By the way, does your passport indicate that you've visited Israel? Sorry, but you'd better get a new one or you won't get an Iranian visa. I learned this from a Times Journeys representative I spoke with. Does that constitute cooperation with Iran's boycott of all things Israeli?
Is that just another form of intimidation?
Times Journeys also offers tour to Tibet, another dubious business association for the newspaper, given Beijing's occupation of the exiled Dalai Lama's homeland. Since ethnic Tibetans can be jailed simply for mentioning the Dalai Lama's name, I wonder what might happen if a Times tourist has the audacity to mention his name?
Despite the nuclear agreement, Iran remains one bad actor. In cahoots with Russia, it appears to have saved Bashar Assad's murderous hide in Syria. It funds Hezbollah and Hamas in their efforts to destroy Israel, and it's stirred death and destruction in Yemen -- for starters.

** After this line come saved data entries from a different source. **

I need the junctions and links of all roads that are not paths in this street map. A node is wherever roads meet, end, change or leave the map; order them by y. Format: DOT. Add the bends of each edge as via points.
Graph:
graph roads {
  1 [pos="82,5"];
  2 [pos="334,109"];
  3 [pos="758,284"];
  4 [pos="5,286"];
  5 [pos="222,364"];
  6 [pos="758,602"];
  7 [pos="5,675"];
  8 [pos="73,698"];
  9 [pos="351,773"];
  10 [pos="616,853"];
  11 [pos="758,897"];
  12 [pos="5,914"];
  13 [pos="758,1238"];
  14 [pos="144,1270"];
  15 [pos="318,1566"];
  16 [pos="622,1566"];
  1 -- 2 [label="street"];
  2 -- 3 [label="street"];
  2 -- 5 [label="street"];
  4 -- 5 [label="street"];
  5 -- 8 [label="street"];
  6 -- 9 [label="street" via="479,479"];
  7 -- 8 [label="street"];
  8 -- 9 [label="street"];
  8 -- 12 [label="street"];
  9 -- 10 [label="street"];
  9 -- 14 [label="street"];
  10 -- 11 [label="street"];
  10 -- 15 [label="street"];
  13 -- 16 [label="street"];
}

It's also no secret that the Iranian theocracy keeps its citizens in line through intimidation, and worse. The government also seems, so far at least, to be keeping the financial rewards resulting from the lifting of Western sanctions for itself, rather than allowing the private sector to also benefit.
(By the way, it seems well-traveled tourists seeking a new exotic locale are now flocking to Iran, as this Times story details. And just to be clear, I have no argument with tourists visiting Iran. The post is meant only to raise the question of Times involvement.)
So I ask again: Is this just another case of the industry's business side embarrassing the news side? That's not an uncommon occurrence in the news BUSINESS. Or is this something more odious?